What is Super Resolution of images and video?

We use the term SR to describe the process of obtaining an High Resolution (HR)image or a sequence of HR images from a set of Low Resolution (LR) observations. This process has also been referred to in the literature as resolution enhancement (RE) (henceforth, we will be using the two terms interchangeably; we will also use the terms image(s), image frame(s), and image sequence frame(s) interchangeably). SR has been applied primarily to spatial and temporal RE, but also to hyperspectral image enhancement (a comprehensive classification of spatio-temporal SR problems is provided in [22, 24]). In this project we mainly concentrate on motion based spatial RE (see Fig. 1), although we also describe motionfree [42] and hyperspectral [115, 118] image SR problems. Furthermore, we examine the very recent research area of SR for compression [112, 13], which consists of the intentional downsampling (during pre-processing) of a video sequence to be compressed and the application of SR techniques (during post-processing) on the compressed sequence.

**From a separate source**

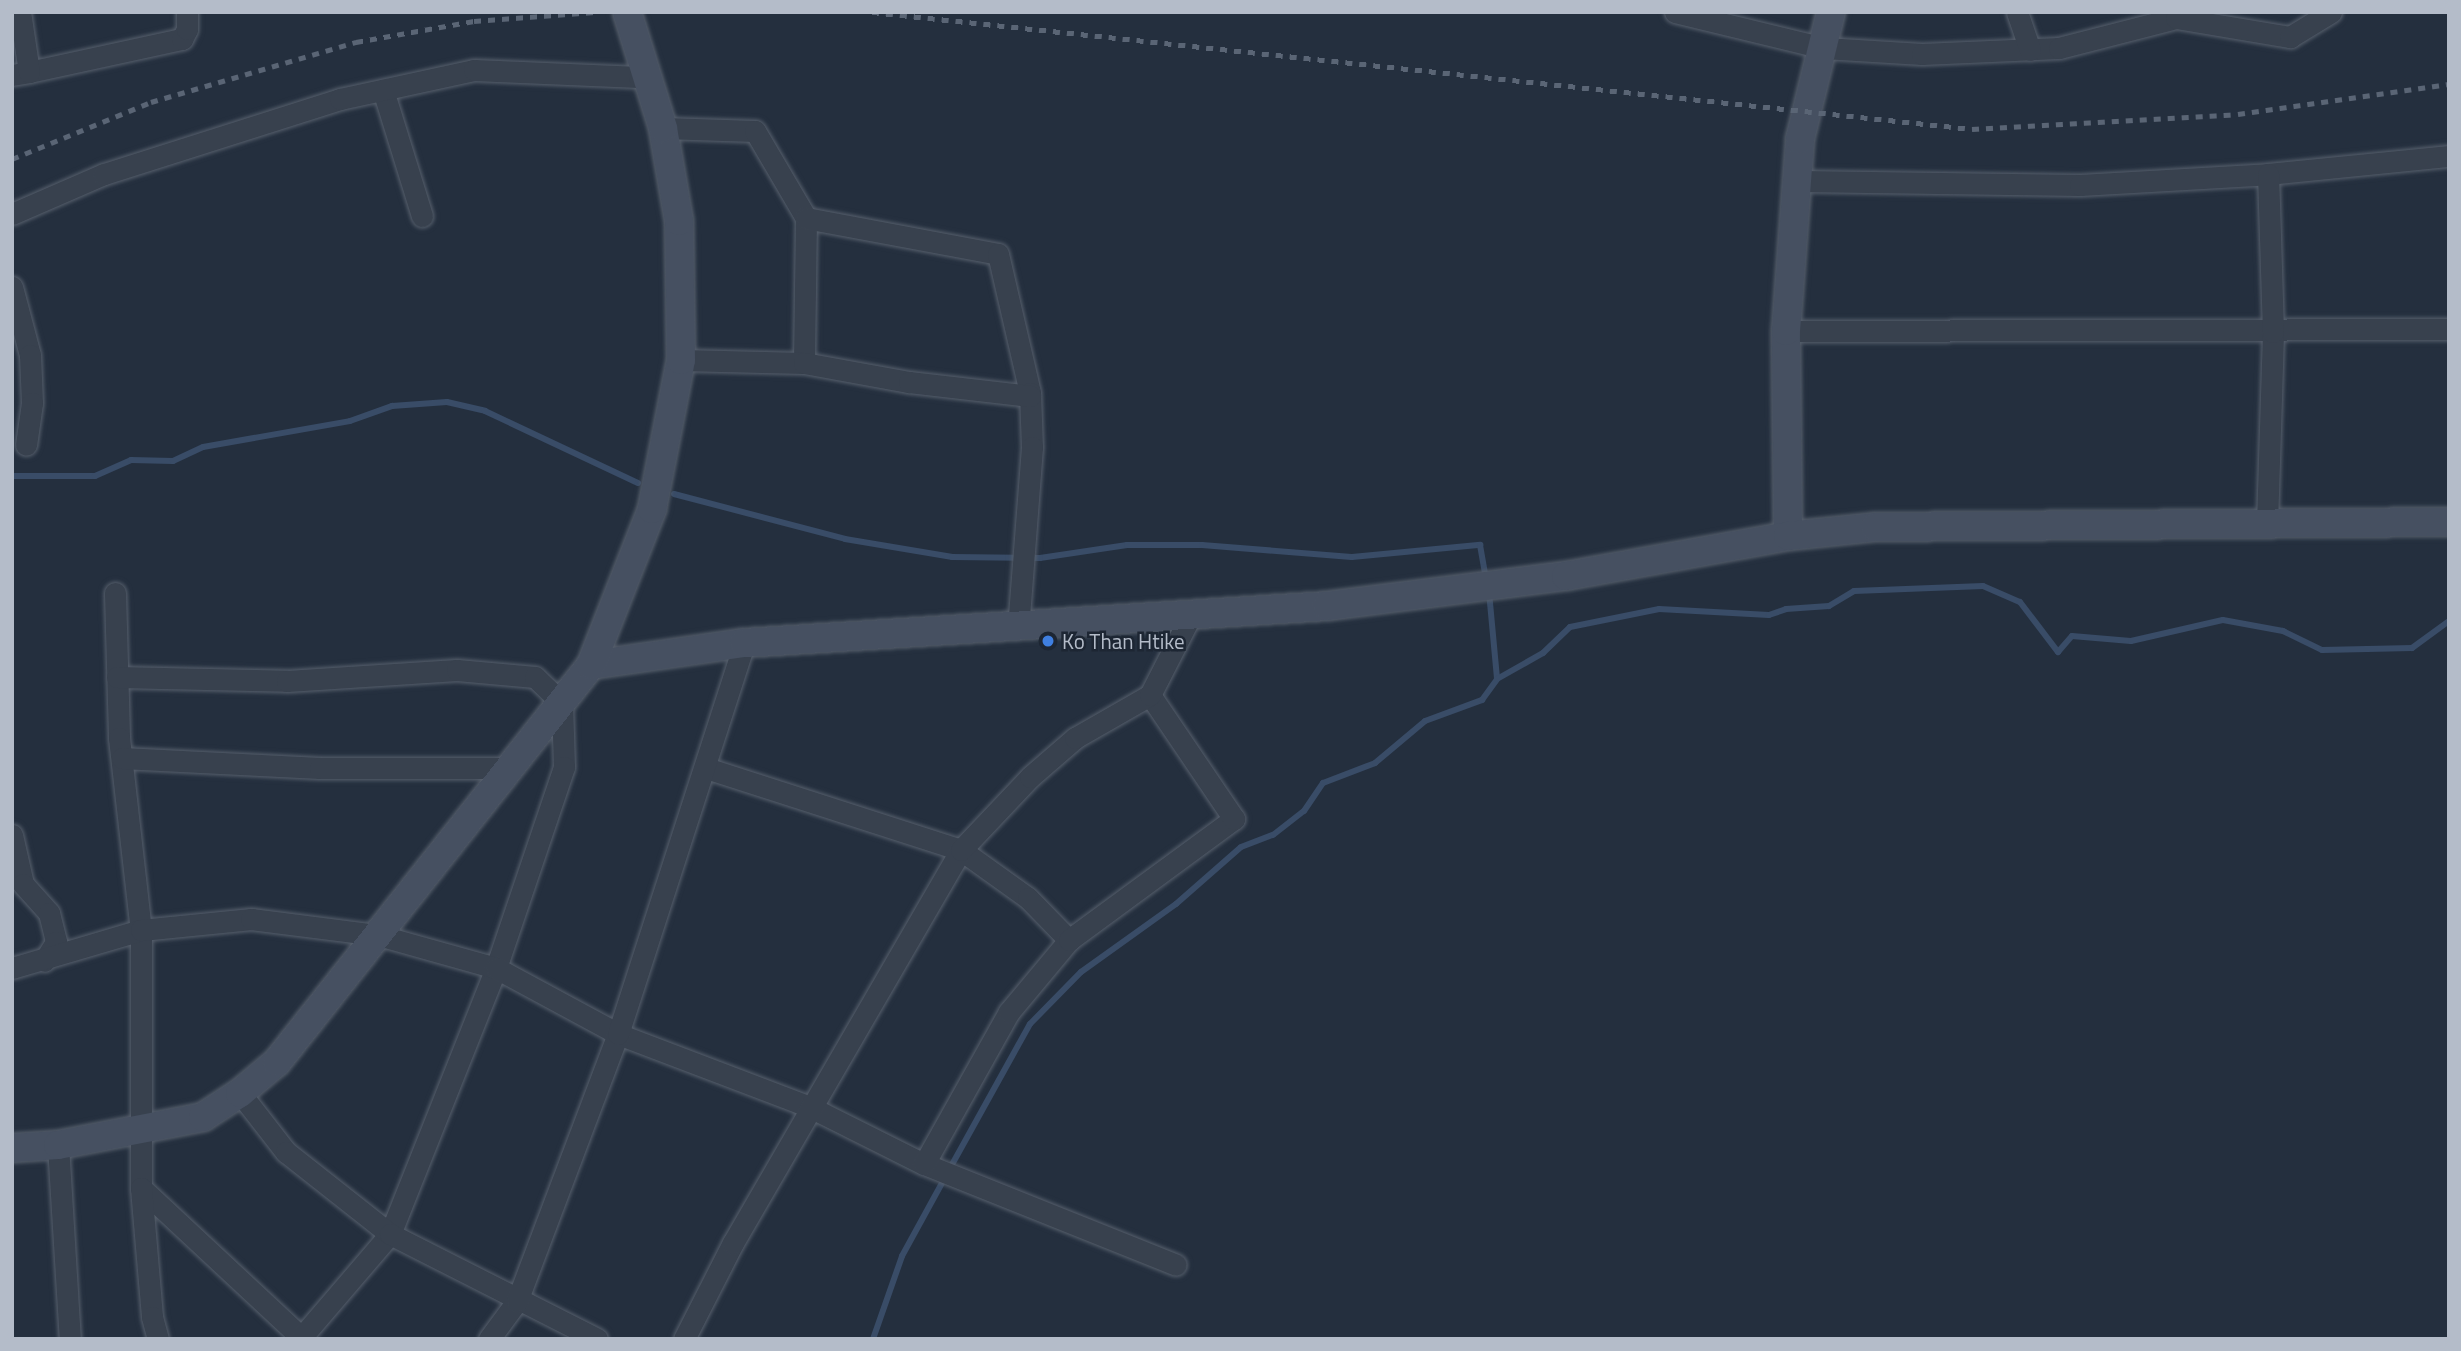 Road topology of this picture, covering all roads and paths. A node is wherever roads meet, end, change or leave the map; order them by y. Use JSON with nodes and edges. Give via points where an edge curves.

Figure 1 a left Figure 1a right
(a)
Figure 1b
(b)


Figure 1: (a) Several cameras acquire still images of the same scene which are combined to produce an HR image; (b) a video camera records a dynamic scene.

 

In motion based spatial RE the LR observed images are under-sampled and they are acquired by either multiple sensors imaging a single scene (Fig. 1(a)) or by a single sensor imaging a scene over a period of time (Fig. 1(b)). For static scenes the observations are related by global subpixel displacements (due, for example, to the relative positions of the cameras, and to camera motion, such as panning or zooming), while for dynamic scenes they are related by local sub-pixel displacements due to object motion, in addition to possibly global displacements. In both cases the objective again of SR is to utilize either the set of LR images (Fig. 1(a)) or a set of video frames (Fig. 1(b)) to generate an image of increased spatial resolution.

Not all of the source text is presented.